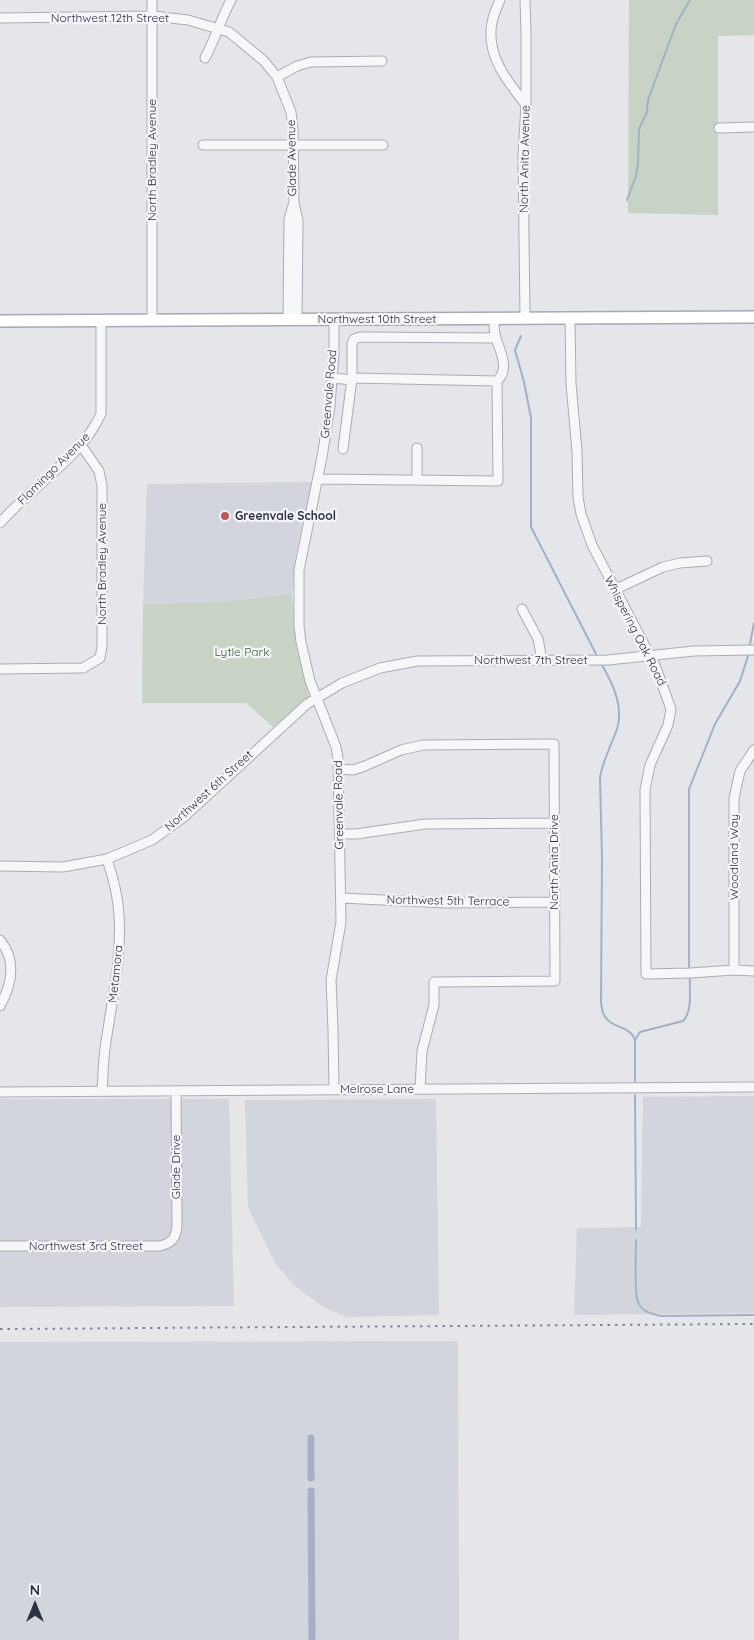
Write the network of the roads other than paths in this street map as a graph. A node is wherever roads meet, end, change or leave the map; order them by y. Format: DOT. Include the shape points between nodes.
graph roads {
  1 [pos="152,0"];
  2 [pos="231,0"];
  3 [pos="500,0"];
  4 [pos="525,0"];
  5 [pos="153,16"];
  6 [pos="0,18"];
  7 [pos="217,29"];
  8 [pos="204,58"];
  9 [pos="382,61"];
  10 [pos="277,77"];
  11 [pos="526,105"];
  12 [pos="754,127"];
  13 [pos="719,128"];
  14 [pos="204,145"];
  15 [pos="383,145"];
  16 [pos="294,146"];
  17 [pos="754,317"];
  18 [pos="570,318"];
  19 [pos="293,319"];
  20 [pos="334,319"];
  21 [pos="494,319"];
  22 [pos="525,319"];
  23 [pos="101,320"];
  24 [pos="152,320"];
  25 [pos="0,321"];
  26 [pos="496,338"];
  27 [pos="333,378"];
  28 [pos="352,379"];
  29 [pos="497,381"];
  30 [pos="80,445"];
  31 [pos="417,448"];
  32 [pos="343,449"];
  33 [pos="318,479"];
  34 [pos="417,480"];
  35 [pos="0,523"];
  36 [pos="707,561"];
  37 [pos="614,590"];
  38 [pos="522,609"];
  39 [pos="751,650"];
  40 [pos="649,656"];
  41 [pos="542,660"];
  42 [pos="0,669"];
  43 [pos="316,698"];
  44 [pos="754,750"];
  45 [pos="339,770"];
  46 [pos="554,823"];
  47 [pos="340,834"];
  48 [pos="107,859"];
  49 [pos="0,866"];
  50 [pos="341,898"];
  51 [pos="554,902"];
  52 [pos="0,940"];
  53 [pos="734,970"];
  54 [pos="754,971"];
  55 [pos="0,1006"];
  56 [pos="754,1087"];
  57 [pos="334,1089"];
  58 [pos="420,1089"];
  59 [pos="102,1091"];
  60 [pos="176,1091"];
  61 [pos="0,1092"];
  62 [pos="172,1241"];
  63 [pos="0,1246"];
  1 -- 5 [label="street, North Bradley Avenue"];
  2 -- 7 [label="street"];
  3 -- 11 [label="street" via="491,29 493,50 504,77"];
  4 -- 11 [label="street, North Anita Avenue"];
  5 -- 6 [label="street, Northwest 12th Street"];
  5 -- 7 [label="street, Northwest 12th Street" via="188,20"];
  5 -- 24 [label="street, North Bradley Avenue"];
  7 -- 8 [label="street"];
  7 -- 10 [label="street, Glade Avenue" via="229,32 243,42"];
  9 -- 10 [label="street" via="311,62"];
  10 -- 16 [label="street, Glade Avenue" via="291,112"];
  11 -- 22 [label="street, North Anita Avenue"];
  12 -- 13 [label="street"];
  14 -- 16 [label="street"];
  15 -- 16 [label="street"];
  16 -- 19 [label="street, Glade Avenue"];
  17 -- 18 [label="main road, Northwest 10th Street"];
  18 -- 22 [label="main road, Northwest 10th Street"];
  18 -- 37 [label="street, Whispering Oak Road" via="570,384 581,514"];
  19 -- 20 [label="main road, Northwest 10th Street"];
  19 -- 24 [label="main road, Northwest 10th Street"];
  20 -- 21 [label="main road, Northwest 10th Street"];
  20 -- 27 [label="street, Greenvale Road"];
  21 -- 22 [label="main road, Northwest 10th Street"];
  21 -- 26 [label="street"];
  23 -- 24 [label="main road, Northwest 10th Street"];
  23 -- 25 [label="main road, Northwest 10th Street"];
  23 -- 30 [label="street, Flamingo Avenue" via="101,414"];
  26 -- 28 [label="street" via="360,337 352,344"];
  26 -- 29 [label="street" via="504,370"];
  27 -- 28 [label="street"];
  27 -- 33 [label="street, Greenvale Road"];
  28 -- 29 [label="street"];
  28 -- 32 [label="street"];
  29 -- 34 [label="street" via="498,482"];
  30 -- 35 [label="street, Flamingo Avenue"];
  30 -- 42 [label="street, North Bradley Avenue" via="99,471 102,486 100,658 83,668"];
  31 -- 34 [label="street"];
  33 -- 34 [label="street"];
  33 -- 43 [label="street, Greenvale Road" via="299,570 301,642"];
  36 -- 37 [label="street" via="663,567"];
  37 -- 40 [label="street, Whispering Oak Road"];
  38 -- 41 [label="street" via="538,639"];
  39 -- 40 [label="street, Northwest 7th Street"];
  40 -- 41 [label="street, Northwest 7th Street"];
  40 -- 53 [label="street, Whispering Oak Road" via="671,709 668,725 650,765 645,790 646,974"];
  41 -- 43 [label="street, Northwest 7th Street" via="399,664 361,674"];
  43 -- 45 [label="street, Greenvale Road" via="336,747"];
  43 -- 48 [label="street, Northwest 6th Street" via="185,816 152,840"];
  44 -- 53 [label="street, Woodland Way" via="740,771 734,798"];
  45 -- 46 [label="street, North Anita Drive" via="353,770 422,745 554,744"];
  45 -- 47 [label="street, Greenvale Road"];
  46 -- 47 [label="street" via="409,825"];
  46 -- 51 [label="street, North Anita Drive"];
  47 -- 50 [label="street, Greenvale Road"];
  48 -- 49 [label="street, Northwest 6th Street" via="63,867"];
  48 -- 59 [label="street, Metamora" via="115,884 119,948"];
  50 -- 51 [label="street, Northwest 5th Terrace" via="446,903"];
  50 -- 57 [label="street, Greenvale Road" via="340,932 331,980"];
  51 -- 58 [label="street, North Anita Drive" via="555,980 434,982 434,1005 422,1051"];
  52 -- 55 [label="street" via="8,950 11,982"];
  53 -- 54 [label="street"];
  56 -- 58 [label="street, Melrose Lane"];
  57 -- 58 [label="street, Melrose Lane"];
  57 -- 60 [label="street, Melrose Lane"];
  59 -- 60 [label="street, Melrose Lane"];
  59 -- 61 [label="street, Melrose Lane"];
  60 -- 62 [label="street, Glade Drive" via="177,1226 176,1237"];
  62 -- 63 [label="street, Northwest 3rd Street" via="160,1246"];
}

^^^^^^^^^^^^^^^^

WORK TASK: Reproduce the data verbatim and omit each image.

RESULT FOR THIS EXERCISE:
Write the network of the roads other than paths in this street map as a graph. A node is wherever roads meet, end, change or leave the map; order them by y. Format: DOT. Include the shape points between nodes.
graph roads {
  1 [pos="152,0"];
  2 [pos="231,0"];
  3 [pos="500,0"];
  4 [pos="525,0"];
  5 [pos="153,16"];
  6 [pos="0,18"];
  7 [pos="217,29"];
  8 [pos="204,58"];
  9 [pos="382,61"];
  10 [pos="277,77"];
  11 [pos="526,105"];
  12 [pos="754,127"];
  13 [pos="719,128"];
  14 [pos="204,145"];
  15 [pos="383,145"];
  16 [pos="294,146"];
  17 [pos="754,317"];
  18 [pos="570,318"];
  19 [pos="293,319"];
  20 [pos="334,319"];
  21 [pos="494,319"];
  22 [pos="525,319"];
  23 [pos="101,320"];
  24 [pos="152,320"];
  25 [pos="0,321"];
  26 [pos="496,338"];
  27 [pos="333,378"];
  28 [pos="352,379"];
  29 [pos="497,381"];
  30 [pos="80,445"];
  31 [pos="417,448"];
  32 [pos="343,449"];
  33 [pos="318,479"];
  34 [pos="417,480"];
  35 [pos="0,523"];
  36 [pos="707,561"];
  37 [pos="614,590"];
  38 [pos="522,609"];
  39 [pos="751,650"];
  40 [pos="649,656"];
  41 [pos="542,660"];
  42 [pos="0,669"];
  43 [pos="316,698"];
  44 [pos="754,750"];
  45 [pos="339,770"];
  46 [pos="554,823"];
  47 [pos="340,834"];
  48 [pos="107,859"];
  49 [pos="0,866"];
  50 [pos="341,898"];
  51 [pos="554,902"];
  52 [pos="0,940"];
  53 [pos="734,970"];
  54 [pos="754,971"];
  55 [pos="0,1006"];
  56 [pos="754,1087"];
  57 [pos="334,1089"];
  58 [pos="420,1089"];
  59 [pos="102,1091"];
  60 [pos="176,1091"];
  61 [pos="0,1092"];
  62 [pos="172,1241"];
  63 [pos="0,1246"];
  1 -- 5 [label="street, North Bradley Avenue"];
  2 -- 7 [label="street"];
  3 -- 11 [label="street" via="491,29 493,50 504,77"];
  4 -- 11 [label="street, North Anita Avenue"];
  5 -- 6 [label="street, Northwest 12th Street"];
  5 -- 7 [label="street, Northwest 12th Street" via="188,20"];
  5 -- 24 [label="street, North Bradley Avenue"];
  7 -- 8 [label="street"];
  7 -- 10 [label="street, Glade Avenue" via="229,32 243,42"];
  9 -- 10 [label="street" via="311,62"];
  10 -- 16 [label="street, Glade Avenue" via="291,112"];
  11 -- 22 [label="street, North Anita Avenue"];
  12 -- 13 [label="street"];
  14 -- 16 [label="street"];
  15 -- 16 [label="street"];
  16 -- 19 [label="street, Glade Avenue"];
  17 -- 18 [label="main road, Northwest 10th Street"];
  18 -- 22 [label="main road, Northwest 10th Street"];
  18 -- 37 [label="street, Whispering Oak Road" via="570,384 581,514"];
  19 -- 20 [label="main road, Northwest 10th Street"];
  19 -- 24 [label="main road, Northwest 10th Street"];
  20 -- 21 [label="main road, Northwest 10th Street"];
  20 -- 27 [label="street, Greenvale Road"];
  21 -- 22 [label="main road, Northwest 10th Street"];
  21 -- 26 [label="street"];
  23 -- 24 [label="main road, Northwest 10th Street"];
  23 -- 25 [label="main road, Northwest 10th Street"];
  23 -- 30 [label="street, Flamingo Avenue" via="101,414"];
  26 -- 28 [label="street" via="360,337 352,344"];
  26 -- 29 [label="street" via="504,370"];
  27 -- 28 [label="street"];
  27 -- 33 [label="street, Greenvale Road"];
  28 -- 29 [label="street"];
  28 -- 32 [label="street"];
  29 -- 34 [label="street" via="498,482"];
  30 -- 35 [label="street, Flamingo Avenue"];
  30 -- 42 [label="street, North Bradley Avenue" via="99,471 102,486 100,658 83,668"];
  31 -- 34 [label="street"];
  33 -- 34 [label="street"];
  33 -- 43 [label="street, Greenvale Road" via="299,570 301,642"];
  36 -- 37 [label="street" via="663,567"];
  37 -- 40 [label="street, Whispering Oak Road"];
  38 -- 41 [label="street" via="538,639"];
  39 -- 40 [label="street, Northwest 7th Street"];
  40 -- 41 [label="street, Northwest 7th Street"];
  40 -- 53 [label="street, Whispering Oak Road" via="671,709 668,725 650,765 645,790 646,974"];
  41 -- 43 [label="street, Northwest 7th Street" via="399,664 361,674"];
  43 -- 45 [label="street, Greenvale Road" via="336,747"];
  43 -- 48 [label="street, Northwest 6th Street" via="185,816 152,840"];
  44 -- 53 [label="street, Woodland Way" via="740,771 734,798"];
  45 -- 46 [label="street, North Anita Drive" via="353,770 422,745 554,744"];
  45 -- 47 [label="street, Greenvale Road"];
  46 -- 47 [label="street" via="409,825"];
  46 -- 51 [label="street, North Anita Drive"];
  47 -- 50 [label="street, Greenvale Road"];
  48 -- 49 [label="street, Northwest 6th Street" via="63,867"];
  48 -- 59 [label="street, Metamora" via="115,884 119,948"];
  50 -- 51 [label="street, Northwest 5th Terrace" via="446,903"];
  50 -- 57 [label="street, Greenvale Road" via="340,932 331,980"];
  51 -- 58 [label="street, North Anita Drive" via="555,980 434,982 434,1005 422,1051"];
  52 -- 55 [label="street" via="8,950 11,982"];
  53 -- 54 [label="street"];
  56 -- 58 [label="street, Melrose Lane"];
  57 -- 58 [label="street, Melrose Lane"];
  57 -- 60 [label="street, Melrose Lane"];
  59 -- 60 [label="street, Melrose Lane"];
  59 -- 61 [label="street, Melrose Lane"];
  60 -- 62 [label="street, Glade Drive" via="177,1226 176,1237"];
  62 -- 63 [label="street, Northwest 3rd Street" via="160,1246"];
}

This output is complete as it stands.